Please write out all of the entries beneath this line exactly, skipping the pictures.

━━━━━ EXERCISE MATERIALS

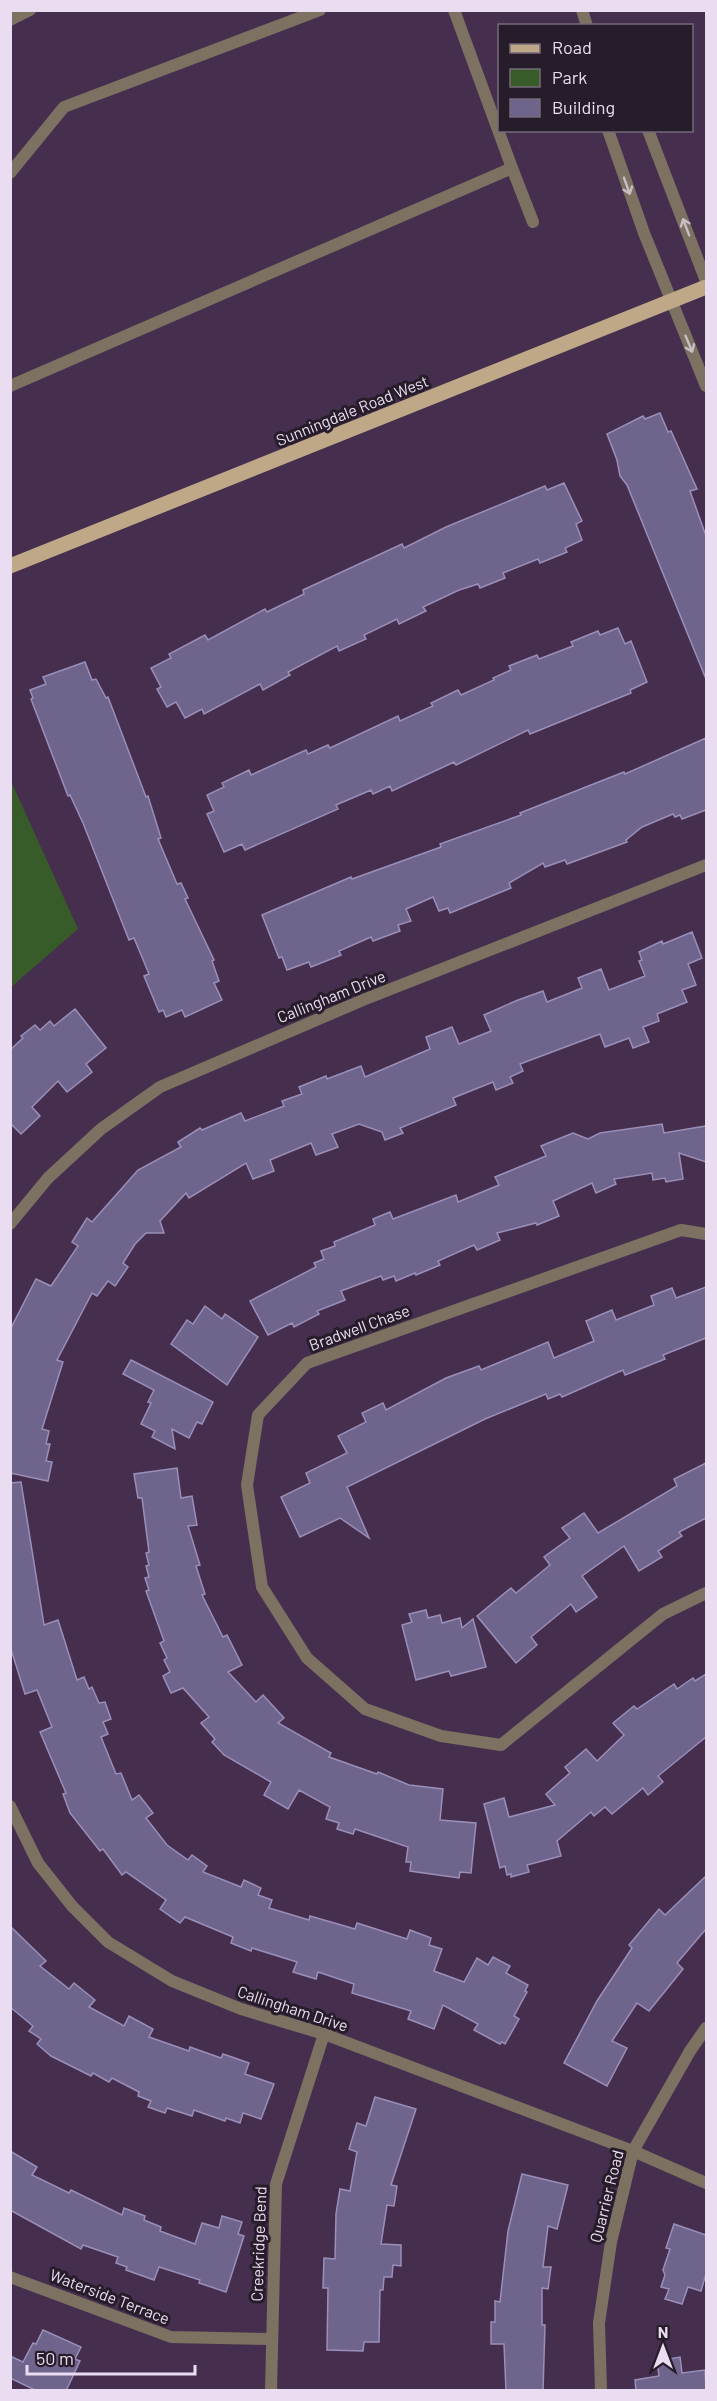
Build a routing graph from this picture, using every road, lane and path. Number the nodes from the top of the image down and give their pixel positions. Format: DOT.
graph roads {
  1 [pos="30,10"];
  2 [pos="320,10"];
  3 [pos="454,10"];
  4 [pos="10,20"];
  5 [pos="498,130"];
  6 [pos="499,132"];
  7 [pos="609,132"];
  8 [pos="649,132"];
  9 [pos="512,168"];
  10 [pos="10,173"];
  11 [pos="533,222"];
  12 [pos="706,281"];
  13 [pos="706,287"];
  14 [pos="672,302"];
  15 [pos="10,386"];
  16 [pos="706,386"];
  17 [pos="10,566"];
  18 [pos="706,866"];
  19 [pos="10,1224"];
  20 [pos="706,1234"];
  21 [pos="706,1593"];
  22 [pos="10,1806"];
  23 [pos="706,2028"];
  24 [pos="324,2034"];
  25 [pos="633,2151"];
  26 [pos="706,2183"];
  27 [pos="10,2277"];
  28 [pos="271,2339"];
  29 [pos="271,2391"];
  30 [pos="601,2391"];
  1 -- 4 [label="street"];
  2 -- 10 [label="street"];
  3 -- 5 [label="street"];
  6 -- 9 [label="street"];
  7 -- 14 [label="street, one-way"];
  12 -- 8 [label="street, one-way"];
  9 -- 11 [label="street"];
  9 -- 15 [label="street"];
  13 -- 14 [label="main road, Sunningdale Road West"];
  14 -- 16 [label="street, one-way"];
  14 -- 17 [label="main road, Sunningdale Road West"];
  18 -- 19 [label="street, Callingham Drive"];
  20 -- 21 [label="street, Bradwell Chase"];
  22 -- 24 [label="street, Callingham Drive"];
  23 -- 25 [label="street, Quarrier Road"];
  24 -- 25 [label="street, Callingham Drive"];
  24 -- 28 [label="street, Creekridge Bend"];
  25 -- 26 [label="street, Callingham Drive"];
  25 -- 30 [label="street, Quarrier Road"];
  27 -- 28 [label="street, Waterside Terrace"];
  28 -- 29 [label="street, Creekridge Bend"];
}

━━━━━━━━━━

SOLUTION TO THIS PROBLEM:
Build a routing graph from this picture, using every road, lane and path. Number the nodes from the top of the image down and give their pixel positions. Format: DOT.
graph roads {
  1 [pos="30,10"];
  2 [pos="320,10"];
  3 [pos="454,10"];
  4 [pos="10,20"];
  5 [pos="498,130"];
  6 [pos="499,132"];
  7 [pos="609,132"];
  8 [pos="649,132"];
  9 [pos="512,168"];
  10 [pos="10,173"];
  11 [pos="533,222"];
  12 [pos="706,281"];
  13 [pos="706,287"];
  14 [pos="672,302"];
  15 [pos="10,386"];
  16 [pos="706,386"];
  17 [pos="10,566"];
  18 [pos="706,866"];
  19 [pos="10,1224"];
  20 [pos="706,1234"];
  21 [pos="706,1593"];
  22 [pos="10,1806"];
  23 [pos="706,2028"];
  24 [pos="324,2034"];
  25 [pos="633,2151"];
  26 [pos="706,2183"];
  27 [pos="10,2277"];
  28 [pos="271,2339"];
  29 [pos="271,2391"];
  30 [pos="601,2391"];
  1 -- 4 [label="street"];
  2 -- 10 [label="street"];
  3 -- 5 [label="street"];
  6 -- 9 [label="street"];
  7 -- 14 [label="street, one-way"];
  12 -- 8 [label="street, one-way"];
  9 -- 11 [label="street"];
  9 -- 15 [label="street"];
  13 -- 14 [label="main road, Sunningdale Road West"];
  14 -- 16 [label="street, one-way"];
  14 -- 17 [label="main road, Sunningdale Road West"];
  18 -- 19 [label="street, Callingham Drive"];
  20 -- 21 [label="street, Bradwell Chase"];
  22 -- 24 [label="street, Callingham Drive"];
  23 -- 25 [label="street, Quarrier Road"];
  24 -- 25 [label="street, Callingham Drive"];
  24 -- 28 [label="street, Creekridge Bend"];
  25 -- 26 [label="street, Callingham Drive"];
  25 -- 30 [label="street, Quarrier Road"];
  27 -- 28 [label="street, Waterside Terrace"];
  28 -- 29 [label="street, Creekridge Bend"];
}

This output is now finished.